Stored items:

------------------------------------------------------------------------

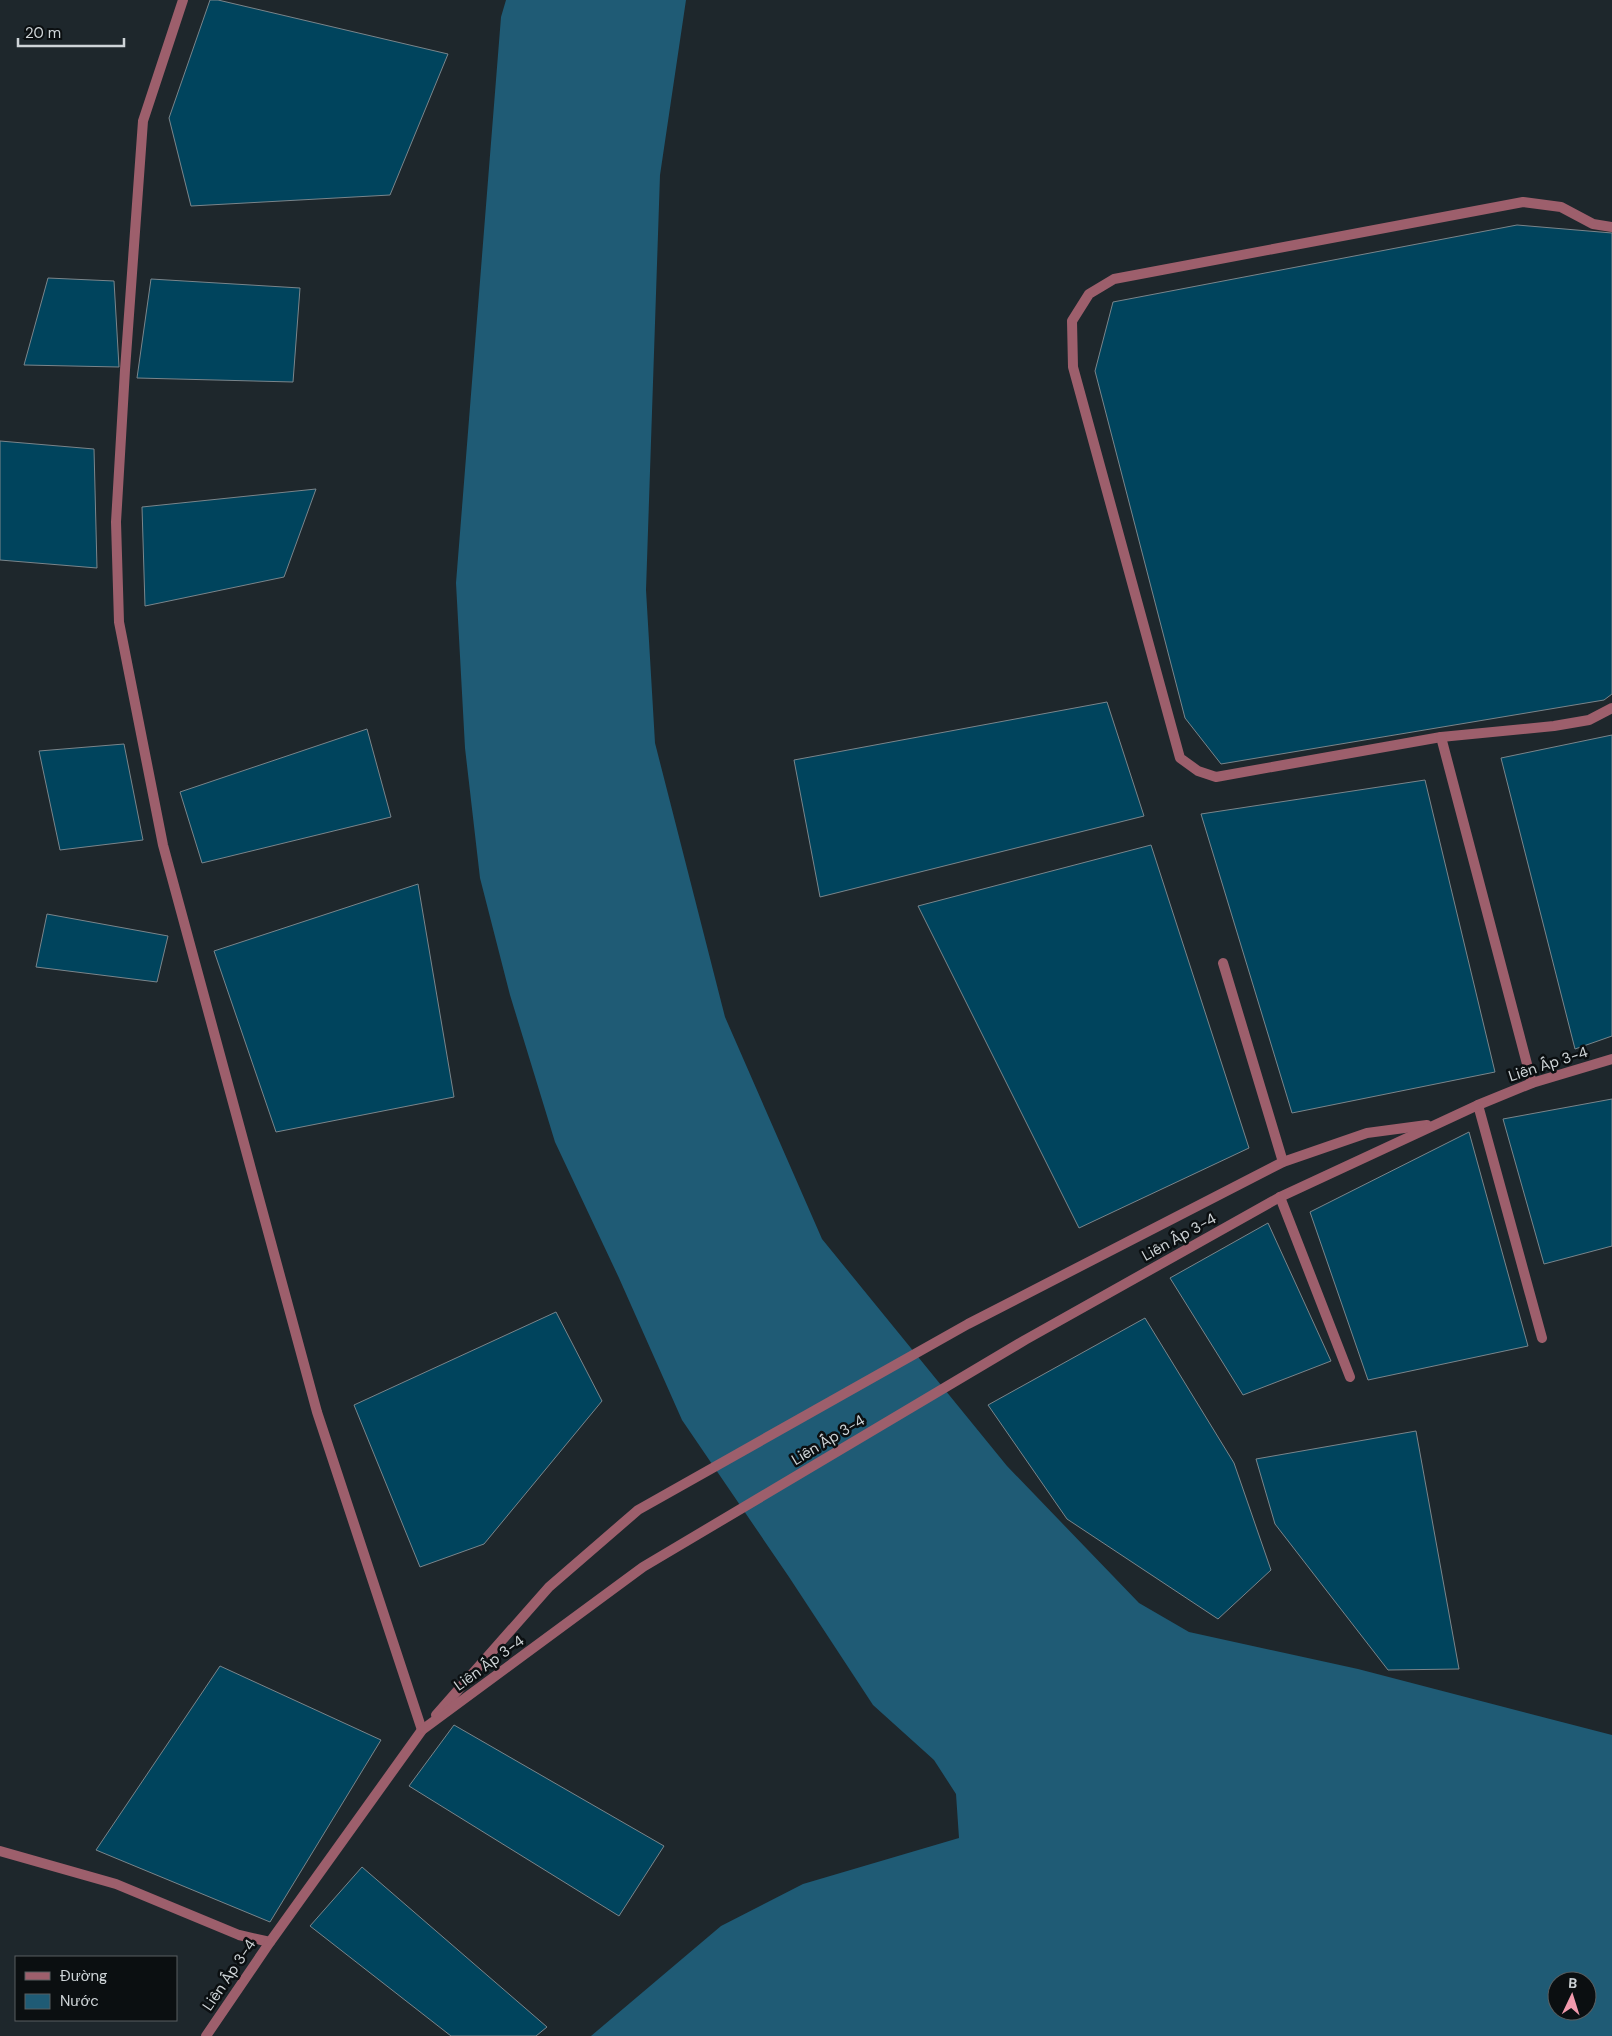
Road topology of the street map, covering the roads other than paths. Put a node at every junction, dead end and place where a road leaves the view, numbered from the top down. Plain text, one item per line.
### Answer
1 (183, 0) edge
2 (1612, 227) edge
3 (1612, 708) edge
4 (1441, 737) junction
5 (1223, 963) dead end
6 (1612, 1059) edge
7 (1532, 1083) junction
8 (1478, 1105) junction
9 (1439, 1123) junction
10 (1283, 1162) junction
11 (1280, 1197) junction
12 (1542, 1338) dead end
13 (1350, 1377) dead end
14 (422, 1730) junction
15 (0, 1851) edge
16 (270, 1942) junction
17 (206, 2036) edge

1 - 14 street
2 - 4 street
3 - 4 street
4 - 7 street
5 - 10 street
6 - 7 street, Liên Ấp 3-4
7 - 8 street, Liên Ấp 3-4
8 - 9 street, Liên Ấp 3-4
8 - 12 street
9 - 10 street
9 - 11 street, Liên Ấp 3-4
10 - 14 street
11 - 13 street
11 - 14 street, Liên Ấp 3-4
14 - 16 street, Liên Ấp 3-4
15 - 16 street
16 - 17 street, Liên Ấp 3-4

------------------------------------------------------------------------

The result should be an exact repetition of all the records. Drop the pictures.

YOUR SOLUTION -
Road topology of the street map, covering the roads other than paths. Put a node at every junction, dead end and place where a road leaves the view, numbered from the top down. Plain text, one item per line.
### Answer
1 (183, 0) edge
2 (1612, 227) edge
3 (1612, 708) edge
4 (1441, 737) junction
5 (1223, 963) dead end
6 (1612, 1059) edge
7 (1532, 1083) junction
8 (1478, 1105) junction
9 (1439, 1123) junction
10 (1283, 1162) junction
11 (1280, 1197) junction
12 (1542, 1338) dead end
13 (1350, 1377) dead end
14 (422, 1730) junction
15 (0, 1851) edge
16 (270, 1942) junction
17 (206, 2036) edge

1 - 14 street
2 - 4 street
3 - 4 street
4 - 7 street
5 - 10 street
6 - 7 street, Liên Ấp 3-4
7 - 8 street, Liên Ấp 3-4
8 - 9 street, Liên Ấp 3-4
8 - 12 street
9 - 10 street
9 - 11 street, Liên Ấp 3-4
10 - 14 street
11 - 13 street
11 - 14 street, Liên Ấp 3-4
14 - 16 street, Liên Ấp 3-4
15 - 16 street
16 - 17 street, Liên Ấp 3-4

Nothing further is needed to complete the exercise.